**EXERCISE**. Write out the data below exactly as given, without any of its pictures.

== == ==

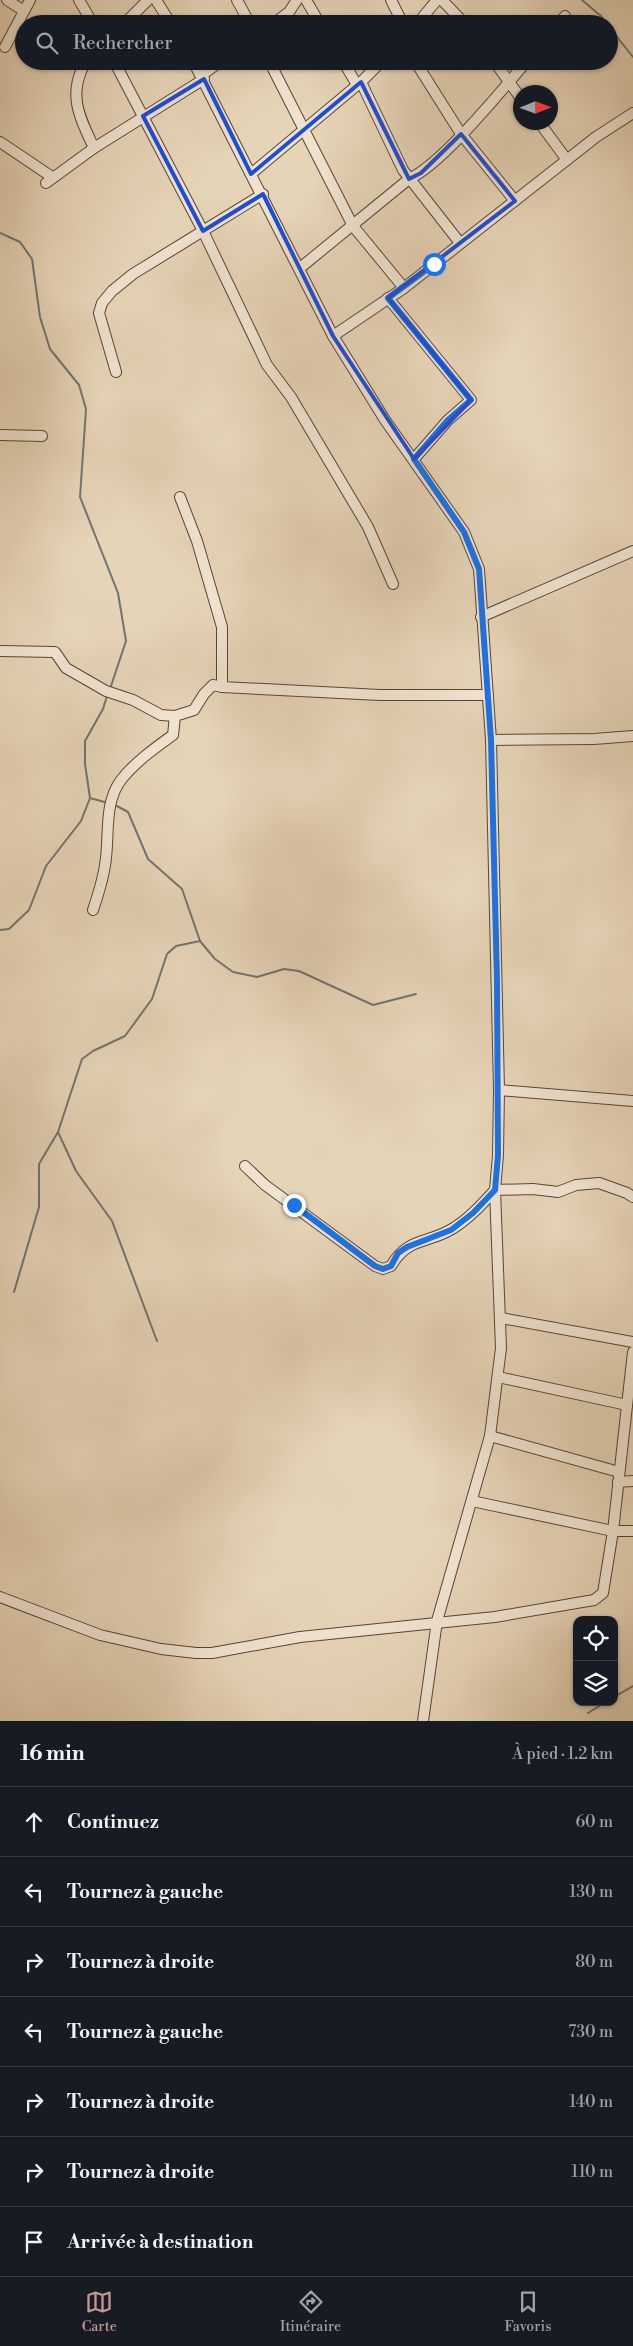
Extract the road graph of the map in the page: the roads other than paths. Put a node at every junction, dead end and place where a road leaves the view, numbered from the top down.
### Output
1 (7, 0) edge
2 (30, 0) edge
3 (79, 0) edge
4 (148, 0) edge
5 (156, 0) edge
6 (237, 0) edge
7 (297, 0) edge
8 (306, 0) edge
9 (391, 0) edge
10 (437, 0) edge
11 (442, 0) edge
12 (24, 11) junction
13 (22, 15) edge
14 (88, 15) edge
15 (133, 15) edge
16 (165, 15) edge
17 (245, 15) edge
18 (285, 15) edge
19 (315, 15) edge
20 (398, 15) edge
21 (424, 15) edge
22 (456, 15) edge
23 (15, 28) edge
24 (5, 47) dead end
25 (81, 70) edge
26 (119, 70) edge
27 (199, 70) edge
28 (211, 70) edge
29 (274, 70) edge
30 (349, 70) edge
31 (373, 70) edge
32 (421, 70) edge
33 (501, 70) edge
34 (520, 70) edge
35 (203, 77) junction
36 (510, 82) junction
37 (359, 84) junction
38 (513, 86) edge
39 (633, 113) edge
40 (143, 116) junction
41 (304, 130) junction
42 (545, 130) edge
43 (461, 134) junction
44 (0, 142) edge
45 (94, 148) junction
46 (567, 160) junction
47 (251, 174) junction
48 (409, 179) junction
49 (262, 194) junction
50 (515, 201) junction
51 (353, 226) junction
52 (203, 230) junction
53 (460, 243) junction
54 (300, 268) junction
55 (404, 288) junction
56 (388, 298) junction
57 (333, 336) junction
58 (116, 372) dead end
59 (0, 435) edge
60 (42, 436) dead end
61 (414, 459) junction
62 (180, 496) dead end
63 (633, 551) edge
64 (393, 584) dead end
65 (481, 617) junction
66 (0, 650) edge
67 (222, 687) junction
68 (488, 695) junction
69 (175, 716) junction
70 (633, 736) edge
71 (491, 740) junction
72 (93, 910) dead end
73 (499, 1090) junction
74 (633, 1101) edge
75 (245, 1166) dead end
76 (495, 1190) junction
77 (633, 1197) edge
78 (501, 1318) junction
79 (633, 1342) edge
80 (633, 1352) edge
81 (632, 1363) edge
82 (498, 1377) junction
83 (627, 1405) junction
84 (629, 1419) edge
85 (490, 1436) junction
86 (618, 1477) junction
87 (633, 1480) edge
88 (472, 1501) junction
89 (613, 1531) junction
90 (633, 1532) edge
91 (0, 1598) edge
92 (437, 1621) junction
93 (423, 1721) edge

1 - 12 street
2 - 12 street
3 - 14 street
4 - 15 street
5 - 16 street
6 - 17 street
7 - 18 street
8 - 19 street
9 - 20 street
10 - 21 street
11 - 22 street
12 - 13 street
23 - 24 street
25 - 45 street
26 - 40 street
27 - 35 street
28 - 35 street
29 - 41 street
30 - 37 street
31 - 37 street
32 - 43 street
33 - 36 street
34 - 36 street
35 - 40 street
35 - 47 street
36 - 38 street
36 - 43 street
37 - 41 street
37 - 48 street
39 - 46 street
40 - 45 street
40 - 52 street
41 - 47 street
41 - 51 street
42 - 46 street
43 - 48 street
43 - 50 street
44 - 45 street
46 - 50 street
47 - 49 street
48 - 51 street
48 - 53 street
49 - 52 street
49 - 54 street
50 - 53 street
51 - 54 street
51 - 55 street
52 - 58 street
52 - 64 street
53 - 55 street
54 - 57 street
55 - 56 street
56 - 57 street
56 - 61 street
57 - 61 street
59 - 60 street
61 - 65 street
62 - 67 street
63 - 65 street
65 - 68 street
66 - 69 street
67 - 68 street
67 - 69 street
68 - 71 street
69 - 72 street
70 - 71 street
71 - 73 street
73 - 74 street
73 - 76 street
75 - 76 street
76 - 77 street
76 - 78 street
78 - 79 street
78 - 82 street
80 - 81 street
81 - 83 street
82 - 83 street
82 - 85 street
83 - 84 street
84 - 86 street
85 - 86 street
85 - 88 street
86 - 87 street
86 - 89 street
88 - 89 street
88 - 92 street
89 - 90 street
89 - 92 street
91 - 92 street
92 - 93 street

== == ==

**TASK RESULT**.
Extract the road graph of the map in the page: the roads other than paths. Put a node at every junction, dead end and place where a road leaves the view, numbered from the top down.
### Output
1 (7, 0) edge
2 (30, 0) edge
3 (79, 0) edge
4 (148, 0) edge
5 (156, 0) edge
6 (237, 0) edge
7 (297, 0) edge
8 (306, 0) edge
9 (391, 0) edge
10 (437, 0) edge
11 (442, 0) edge
12 (24, 11) junction
13 (22, 15) edge
14 (88, 15) edge
15 (133, 15) edge
16 (165, 15) edge
17 (245, 15) edge
18 (285, 15) edge
19 (315, 15) edge
20 (398, 15) edge
21 (424, 15) edge
22 (456, 15) edge
23 (15, 28) edge
24 (5, 47) dead end
25 (81, 70) edge
26 (119, 70) edge
27 (199, 70) edge
28 (211, 70) edge
29 (274, 70) edge
30 (349, 70) edge
31 (373, 70) edge
32 (421, 70) edge
33 (501, 70) edge
34 (520, 70) edge
35 (203, 77) junction
36 (510, 82) junction
37 (359, 84) junction
38 (513, 86) edge
39 (633, 113) edge
40 (143, 116) junction
41 (304, 130) junction
42 (545, 130) edge
43 (461, 134) junction
44 (0, 142) edge
45 (94, 148) junction
46 (567, 160) junction
47 (251, 174) junction
48 (409, 179) junction
49 (262, 194) junction
50 (515, 201) junction
51 (353, 226) junction
52 (203, 230) junction
53 (460, 243) junction
54 (300, 268) junction
55 (404, 288) junction
56 (388, 298) junction
57 (333, 336) junction
58 (116, 372) dead end
59 (0, 435) edge
60 (42, 436) dead end
61 (414, 459) junction
62 (180, 496) dead end
63 (633, 551) edge
64 (393, 584) dead end
65 (481, 617) junction
66 (0, 650) edge
67 (222, 687) junction
68 (488, 695) junction
69 (175, 716) junction
70 (633, 736) edge
71 (491, 740) junction
72 (93, 910) dead end
73 (499, 1090) junction
74 (633, 1101) edge
75 (245, 1166) dead end
76 (495, 1190) junction
77 (633, 1197) edge
78 (501, 1318) junction
79 (633, 1342) edge
80 (633, 1352) edge
81 (632, 1363) edge
82 (498, 1377) junction
83 (627, 1405) junction
84 (629, 1419) edge
85 (490, 1436) junction
86 (618, 1477) junction
87 (633, 1480) edge
88 (472, 1501) junction
89 (613, 1531) junction
90 (633, 1532) edge
91 (0, 1598) edge
92 (437, 1621) junction
93 (423, 1721) edge

1 - 12 street
2 - 12 street
3 - 14 street
4 - 15 street
5 - 16 street
6 - 17 street
7 - 18 street
8 - 19 street
9 - 20 street
10 - 21 street
11 - 22 street
12 - 13 street
23 - 24 street
25 - 45 street
26 - 40 street
27 - 35 street
28 - 35 street
29 - 41 street
30 - 37 street
31 - 37 street
32 - 43 street
33 - 36 street
34 - 36 street
35 - 40 street
35 - 47 street
36 - 38 street
36 - 43 street
37 - 41 street
37 - 48 street
39 - 46 street
40 - 45 street
40 - 52 street
41 - 47 street
41 - 51 street
42 - 46 street
43 - 48 street
43 - 50 street
44 - 45 street
46 - 50 street
47 - 49 street
48 - 51 street
48 - 53 street
49 - 52 street
49 - 54 street
50 - 53 street
51 - 54 street
51 - 55 street
52 - 58 street
52 - 64 street
53 - 55 street
54 - 57 street
55 - 56 street
56 - 57 street
56 - 61 street
57 - 61 street
59 - 60 street
61 - 65 street
62 - 67 street
63 - 65 street
65 - 68 street
66 - 69 street
67 - 68 street
67 - 69 street
68 - 71 street
69 - 72 street
70 - 71 street
71 - 73 street
73 - 74 street
73 - 76 street
75 - 76 street
76 - 77 street
76 - 78 street
78 - 79 street
78 - 82 street
80 - 81 street
81 - 83 street
82 - 83 street
82 - 85 street
83 - 84 street
84 - 86 street
85 - 86 street
85 - 88 street
86 - 87 street
86 - 89 street
88 - 89 street
88 - 92 street
89 - 90 street
89 - 92 street
91 - 92 street
92 - 93 street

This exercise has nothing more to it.